On ne gagne pas à tous les coups ! Je pense à une vallée du rhône...Le nez de viande , de tabac, de griotte et d'anis ressemble à un beau côte rôtie. La bouche pinote plus: La quetsch, la griotte et cette pointe de cèdre presque bordelaise, caractéristique des vieilles Tâche. Je suis le plus dur de la table, mais il faut dire que c'était un baptême pour beaucoup, et l'émotion l'emporte souvent des ces cas là. Pour le moment ce cru n'a jamais été à la hauteur de sa légende. Le 1945 ou 1966 ont approché les 98/100, mais pas de perfection. Les 1990 ou 1999 bien que prometteurs ne m'ont pas réellement embarqué. Ici c'est un petit millésime, mais dans ce même contexe, je trouve Petrus bien plus à la hauteur des louanges qui lui sont adressées. 90/100

HERMITAGE LA CHAPELLE 1966 Jaboulet

Il lui faut de l'air pour prendre ses aises.

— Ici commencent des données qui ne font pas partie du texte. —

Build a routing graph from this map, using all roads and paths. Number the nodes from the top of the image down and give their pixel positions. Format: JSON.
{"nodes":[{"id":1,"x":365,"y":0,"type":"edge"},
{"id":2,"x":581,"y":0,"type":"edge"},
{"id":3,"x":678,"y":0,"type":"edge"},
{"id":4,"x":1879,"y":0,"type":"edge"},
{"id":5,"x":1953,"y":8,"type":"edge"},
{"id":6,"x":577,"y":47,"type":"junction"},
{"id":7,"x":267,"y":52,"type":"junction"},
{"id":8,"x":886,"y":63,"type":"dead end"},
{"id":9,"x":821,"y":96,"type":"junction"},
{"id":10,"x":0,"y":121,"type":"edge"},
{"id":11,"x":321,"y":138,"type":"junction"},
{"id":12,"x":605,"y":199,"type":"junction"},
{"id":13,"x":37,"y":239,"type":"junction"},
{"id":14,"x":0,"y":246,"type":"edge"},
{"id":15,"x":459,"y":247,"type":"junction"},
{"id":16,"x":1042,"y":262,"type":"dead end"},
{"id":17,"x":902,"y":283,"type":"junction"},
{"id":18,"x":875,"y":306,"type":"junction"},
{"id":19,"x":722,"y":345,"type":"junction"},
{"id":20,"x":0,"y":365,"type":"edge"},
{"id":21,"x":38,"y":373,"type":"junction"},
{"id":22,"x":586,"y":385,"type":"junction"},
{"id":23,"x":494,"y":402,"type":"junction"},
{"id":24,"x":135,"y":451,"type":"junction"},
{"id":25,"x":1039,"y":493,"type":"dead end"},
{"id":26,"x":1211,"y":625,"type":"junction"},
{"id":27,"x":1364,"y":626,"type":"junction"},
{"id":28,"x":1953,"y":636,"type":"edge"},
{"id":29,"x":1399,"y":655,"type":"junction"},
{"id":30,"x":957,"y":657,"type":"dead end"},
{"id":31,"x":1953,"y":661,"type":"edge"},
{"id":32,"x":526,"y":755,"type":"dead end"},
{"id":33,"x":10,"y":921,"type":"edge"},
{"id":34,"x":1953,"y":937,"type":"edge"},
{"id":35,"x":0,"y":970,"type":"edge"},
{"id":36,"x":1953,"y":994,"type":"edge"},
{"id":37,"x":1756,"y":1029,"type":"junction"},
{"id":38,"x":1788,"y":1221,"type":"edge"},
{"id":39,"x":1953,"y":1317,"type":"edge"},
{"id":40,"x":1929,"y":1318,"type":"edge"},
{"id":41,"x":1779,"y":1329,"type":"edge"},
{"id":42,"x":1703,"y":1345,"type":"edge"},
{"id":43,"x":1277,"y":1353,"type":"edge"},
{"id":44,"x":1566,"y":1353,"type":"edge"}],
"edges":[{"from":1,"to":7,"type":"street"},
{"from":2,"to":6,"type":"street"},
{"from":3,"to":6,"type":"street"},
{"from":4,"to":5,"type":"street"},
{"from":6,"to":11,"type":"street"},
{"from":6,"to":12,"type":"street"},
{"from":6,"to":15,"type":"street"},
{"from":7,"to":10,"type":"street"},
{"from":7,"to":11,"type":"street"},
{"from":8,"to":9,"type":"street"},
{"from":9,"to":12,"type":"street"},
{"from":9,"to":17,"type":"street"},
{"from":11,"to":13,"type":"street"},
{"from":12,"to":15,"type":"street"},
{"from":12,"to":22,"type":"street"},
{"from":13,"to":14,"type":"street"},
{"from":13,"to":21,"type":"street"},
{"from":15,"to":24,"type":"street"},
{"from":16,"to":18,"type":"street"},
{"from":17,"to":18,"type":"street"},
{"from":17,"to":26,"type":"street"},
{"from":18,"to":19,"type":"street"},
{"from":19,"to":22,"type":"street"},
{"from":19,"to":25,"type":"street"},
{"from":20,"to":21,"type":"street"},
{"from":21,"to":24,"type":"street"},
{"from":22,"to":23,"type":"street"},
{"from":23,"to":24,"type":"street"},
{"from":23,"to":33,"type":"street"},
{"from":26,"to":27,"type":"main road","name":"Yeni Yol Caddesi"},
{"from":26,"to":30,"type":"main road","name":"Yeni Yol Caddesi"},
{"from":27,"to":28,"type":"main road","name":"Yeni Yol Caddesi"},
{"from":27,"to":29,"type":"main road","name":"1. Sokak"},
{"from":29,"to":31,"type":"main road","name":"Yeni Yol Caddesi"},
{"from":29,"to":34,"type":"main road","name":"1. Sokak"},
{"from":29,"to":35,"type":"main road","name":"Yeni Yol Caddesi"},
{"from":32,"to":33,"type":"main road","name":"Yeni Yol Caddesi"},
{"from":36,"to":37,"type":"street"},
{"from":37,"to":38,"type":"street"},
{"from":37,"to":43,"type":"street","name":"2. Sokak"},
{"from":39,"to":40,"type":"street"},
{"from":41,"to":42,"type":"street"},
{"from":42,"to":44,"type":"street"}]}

La conservation est impeccable. Il offre un nez antique de lard fumé, de cendre , de laurier et de pruneau. La main revient, je suis sur une Chapelle  69 à l'aveugle. La bouche est veloutée, à point, avec de beaux parfums d'herbes grillées, de noyaux et fruits noirs confits. Impeccable. 95/100

CHÂTEAU PICHON COMTESSE LALANDE 1945

Le disque est à peine tuilé ! Quel millésime de dingue. Le nez explose sur le chocolat, le café cappuccino, la noisette, le cuir et les herbes sèches. Toute la table penche pour un rive gauche des années 90 !!! En bouche le tanin est rugueux, tandis que la texture colle aux dents. On revient sur des notes de fève de cacao, de kirsch, de moncheri et de noyau. L'amertume de fin de bouche aurait pu nous mettre sur la piste ; il ne faut jamais se précipiter pour une analyse parfaite ! Un très grand  pauillac 1945 dans la droite lignée du Pontet Canet . peut être même supérieur... 98/100

CHYPRE 1845

Tout d'abord un petit clin d'oeil à François, qui le premier, a alerté le monde du vin sur la qualité incroyable de ce vin hors norme. Le nez éclate comme une bombe sur la nougatine, la cannelle, l'amande amère, la frangipane nuancée de levure et d'une pointe d'orgeat. La bouche s'est patinée de façon incroyable ; Tout semble en ordre, l'équilibre est magistral. La bouche est un festival d'orangette, d'écorce d'orange, de citron confit et de caramel brun. La finale frôle les 2 minutes de persistance. Comme je le dis souvent, en matière de vins anciens, il y a ceux que l'on aime pour leur conservation, que l'on est heureux de boire encore en vie, et puis il y a ceux qui se sont transformé au delà des 50 ans de garde, ceux qui ont crée de l'arôme. Chypre 1845 est de cette race. Je retrouve en tous points les sensations éprouvées 2 ans plus tôt. Il conserve la 4ème place de mon palmarès VDN-Liquoreux... 100/100

Merci encore à Libe pour ce moment unique et cette audace dans les choix et la façon de les servir. La prochaine fois c'est mon tour, il faudra s'appliquer !

 

Remarquez la taille ridicule du bouchon de Chypre 1845 à gauche ! Et pourtant, il a  parfaitement fait son travail pendant 164 ans !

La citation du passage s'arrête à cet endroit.